## TASK TO CARRY OUT:
All lines in the records below that hold "Riverview" are to be shown.
Segment Start: RECORDED DATA
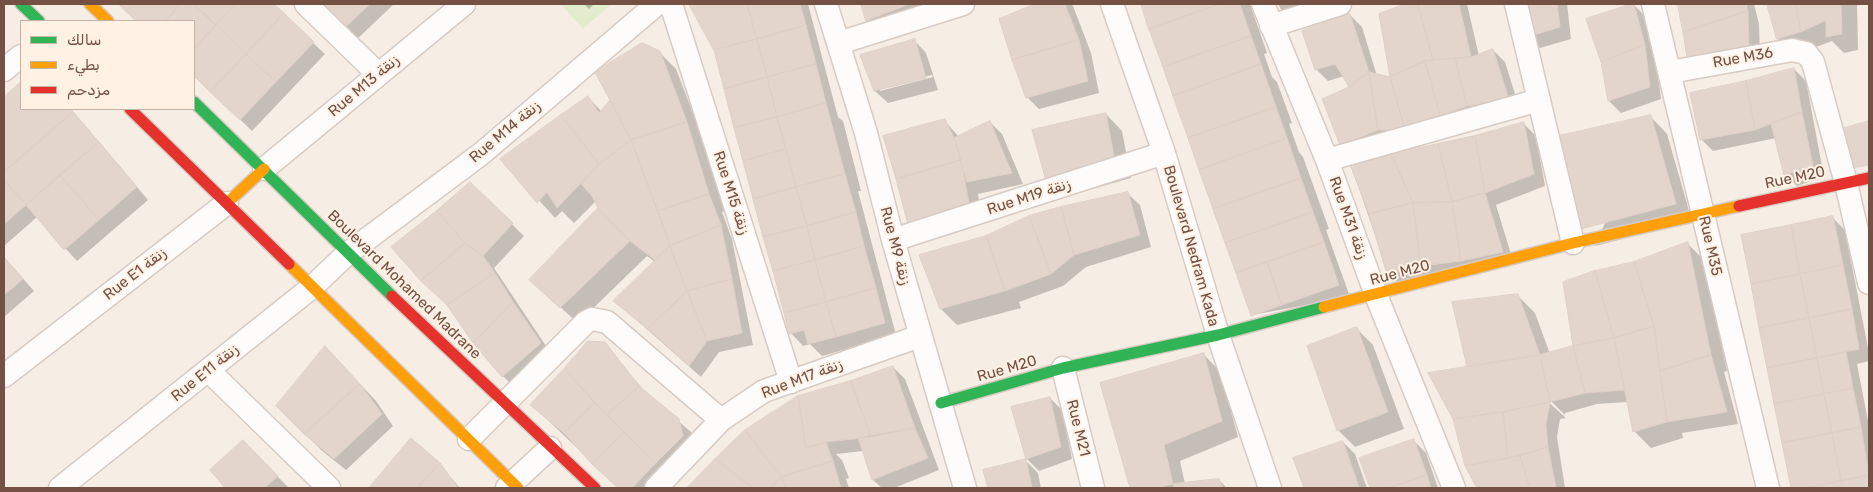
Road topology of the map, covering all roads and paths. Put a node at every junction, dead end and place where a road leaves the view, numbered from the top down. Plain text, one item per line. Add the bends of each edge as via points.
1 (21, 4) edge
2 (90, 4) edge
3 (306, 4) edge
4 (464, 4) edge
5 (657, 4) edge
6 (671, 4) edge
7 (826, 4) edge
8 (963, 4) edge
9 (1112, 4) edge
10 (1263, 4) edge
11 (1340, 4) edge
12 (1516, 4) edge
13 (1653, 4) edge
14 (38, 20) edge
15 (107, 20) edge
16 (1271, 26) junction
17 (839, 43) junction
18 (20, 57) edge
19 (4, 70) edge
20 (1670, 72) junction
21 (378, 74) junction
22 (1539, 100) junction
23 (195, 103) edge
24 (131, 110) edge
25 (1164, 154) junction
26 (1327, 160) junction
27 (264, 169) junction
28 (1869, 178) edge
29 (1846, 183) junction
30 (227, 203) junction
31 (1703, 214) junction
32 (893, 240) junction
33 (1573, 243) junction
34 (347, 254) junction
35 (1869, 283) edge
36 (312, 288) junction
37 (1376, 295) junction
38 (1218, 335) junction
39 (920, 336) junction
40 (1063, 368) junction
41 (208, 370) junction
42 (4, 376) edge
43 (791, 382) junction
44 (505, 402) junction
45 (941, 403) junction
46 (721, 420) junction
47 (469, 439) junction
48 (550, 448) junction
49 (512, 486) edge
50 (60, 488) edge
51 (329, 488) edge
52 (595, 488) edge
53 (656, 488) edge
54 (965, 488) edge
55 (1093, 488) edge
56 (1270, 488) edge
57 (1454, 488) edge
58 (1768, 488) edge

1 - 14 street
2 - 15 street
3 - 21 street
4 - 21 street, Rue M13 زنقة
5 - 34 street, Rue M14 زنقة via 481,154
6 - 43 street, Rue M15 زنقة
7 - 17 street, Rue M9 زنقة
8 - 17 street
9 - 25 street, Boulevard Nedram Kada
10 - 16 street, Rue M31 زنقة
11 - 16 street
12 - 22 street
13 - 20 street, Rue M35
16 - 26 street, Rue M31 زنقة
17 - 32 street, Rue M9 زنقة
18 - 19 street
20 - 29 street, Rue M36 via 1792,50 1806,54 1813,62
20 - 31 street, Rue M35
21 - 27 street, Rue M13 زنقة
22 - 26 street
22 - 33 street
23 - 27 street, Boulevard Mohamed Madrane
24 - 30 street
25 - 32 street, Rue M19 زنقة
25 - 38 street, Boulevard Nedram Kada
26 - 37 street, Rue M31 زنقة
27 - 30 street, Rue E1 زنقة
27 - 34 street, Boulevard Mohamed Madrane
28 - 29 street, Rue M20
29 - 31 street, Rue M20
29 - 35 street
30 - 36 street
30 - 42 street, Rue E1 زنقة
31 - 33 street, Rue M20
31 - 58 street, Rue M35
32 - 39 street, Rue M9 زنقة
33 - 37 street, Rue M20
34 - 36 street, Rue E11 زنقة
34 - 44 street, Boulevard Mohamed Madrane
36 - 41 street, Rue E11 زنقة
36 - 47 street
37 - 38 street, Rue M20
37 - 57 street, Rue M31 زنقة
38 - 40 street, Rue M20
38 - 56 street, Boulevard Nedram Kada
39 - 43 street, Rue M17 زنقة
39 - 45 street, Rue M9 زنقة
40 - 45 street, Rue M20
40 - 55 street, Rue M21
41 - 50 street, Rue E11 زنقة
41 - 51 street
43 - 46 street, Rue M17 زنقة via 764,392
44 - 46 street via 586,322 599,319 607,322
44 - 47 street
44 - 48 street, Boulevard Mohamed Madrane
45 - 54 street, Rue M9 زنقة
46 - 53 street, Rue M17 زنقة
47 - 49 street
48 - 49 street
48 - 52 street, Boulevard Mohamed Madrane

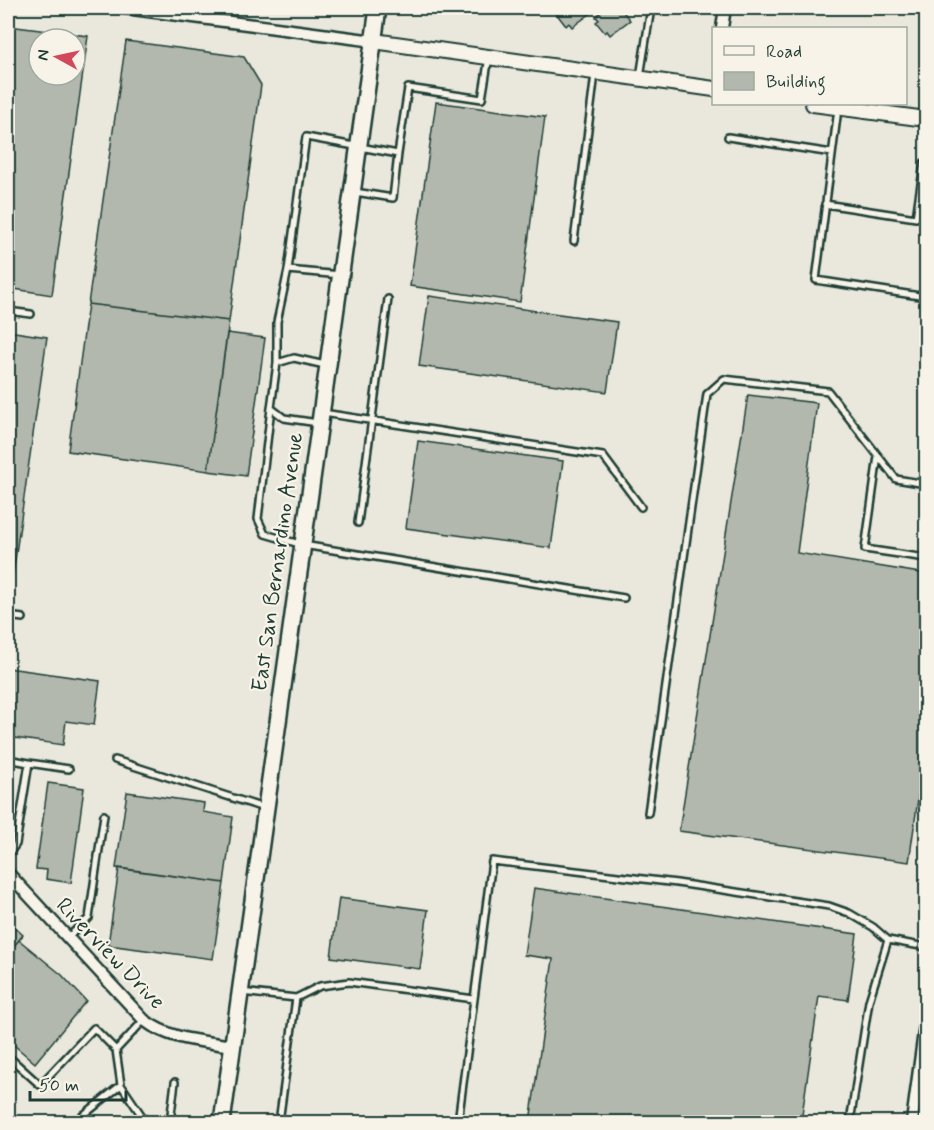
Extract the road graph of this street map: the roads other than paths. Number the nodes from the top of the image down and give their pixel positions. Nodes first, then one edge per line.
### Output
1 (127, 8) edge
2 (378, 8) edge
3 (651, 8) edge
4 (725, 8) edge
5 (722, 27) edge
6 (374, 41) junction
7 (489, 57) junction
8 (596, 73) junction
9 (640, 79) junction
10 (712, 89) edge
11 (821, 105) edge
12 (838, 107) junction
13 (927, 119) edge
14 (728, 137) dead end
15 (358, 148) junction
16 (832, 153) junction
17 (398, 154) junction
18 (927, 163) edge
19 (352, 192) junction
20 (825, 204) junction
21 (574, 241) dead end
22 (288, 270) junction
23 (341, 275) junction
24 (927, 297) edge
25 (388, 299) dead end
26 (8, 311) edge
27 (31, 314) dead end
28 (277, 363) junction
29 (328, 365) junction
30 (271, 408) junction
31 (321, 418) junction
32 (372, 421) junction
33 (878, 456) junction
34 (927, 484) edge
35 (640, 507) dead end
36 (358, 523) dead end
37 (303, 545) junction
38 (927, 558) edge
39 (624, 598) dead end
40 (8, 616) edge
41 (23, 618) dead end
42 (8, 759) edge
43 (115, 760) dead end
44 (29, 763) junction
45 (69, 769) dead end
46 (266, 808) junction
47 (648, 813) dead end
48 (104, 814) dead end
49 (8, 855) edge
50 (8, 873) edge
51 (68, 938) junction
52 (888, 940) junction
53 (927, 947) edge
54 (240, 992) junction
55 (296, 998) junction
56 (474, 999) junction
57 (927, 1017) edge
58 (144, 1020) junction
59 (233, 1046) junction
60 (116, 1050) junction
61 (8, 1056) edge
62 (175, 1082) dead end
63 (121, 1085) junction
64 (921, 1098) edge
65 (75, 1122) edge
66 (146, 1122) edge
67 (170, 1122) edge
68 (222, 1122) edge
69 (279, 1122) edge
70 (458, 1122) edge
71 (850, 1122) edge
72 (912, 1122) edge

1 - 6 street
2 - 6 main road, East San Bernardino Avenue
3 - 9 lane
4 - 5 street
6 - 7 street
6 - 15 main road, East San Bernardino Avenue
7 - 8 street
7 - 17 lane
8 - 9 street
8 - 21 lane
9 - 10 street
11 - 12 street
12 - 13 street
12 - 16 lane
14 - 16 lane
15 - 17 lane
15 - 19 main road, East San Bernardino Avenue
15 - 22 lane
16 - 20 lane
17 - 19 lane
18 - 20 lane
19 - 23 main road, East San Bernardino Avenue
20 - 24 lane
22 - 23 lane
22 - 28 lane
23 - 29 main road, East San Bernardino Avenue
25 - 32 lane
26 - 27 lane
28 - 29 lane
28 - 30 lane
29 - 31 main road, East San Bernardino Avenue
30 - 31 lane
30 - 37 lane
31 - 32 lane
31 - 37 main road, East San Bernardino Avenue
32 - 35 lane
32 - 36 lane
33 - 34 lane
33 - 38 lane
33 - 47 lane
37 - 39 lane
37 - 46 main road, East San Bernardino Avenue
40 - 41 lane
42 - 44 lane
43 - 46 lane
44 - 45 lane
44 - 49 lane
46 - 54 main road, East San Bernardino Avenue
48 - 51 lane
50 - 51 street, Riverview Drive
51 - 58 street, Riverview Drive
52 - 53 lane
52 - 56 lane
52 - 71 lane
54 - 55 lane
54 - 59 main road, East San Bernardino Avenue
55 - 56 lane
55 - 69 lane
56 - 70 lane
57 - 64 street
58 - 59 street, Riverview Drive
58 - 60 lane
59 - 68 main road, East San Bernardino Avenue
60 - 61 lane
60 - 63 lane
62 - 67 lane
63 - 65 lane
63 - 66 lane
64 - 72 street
Segment End: RECORDED DATA
## YOUR RESPONSE:
50 - 51 street, Riverview Drive
51 - 58 street, Riverview Drive
58 - 59 street, Riverview Drive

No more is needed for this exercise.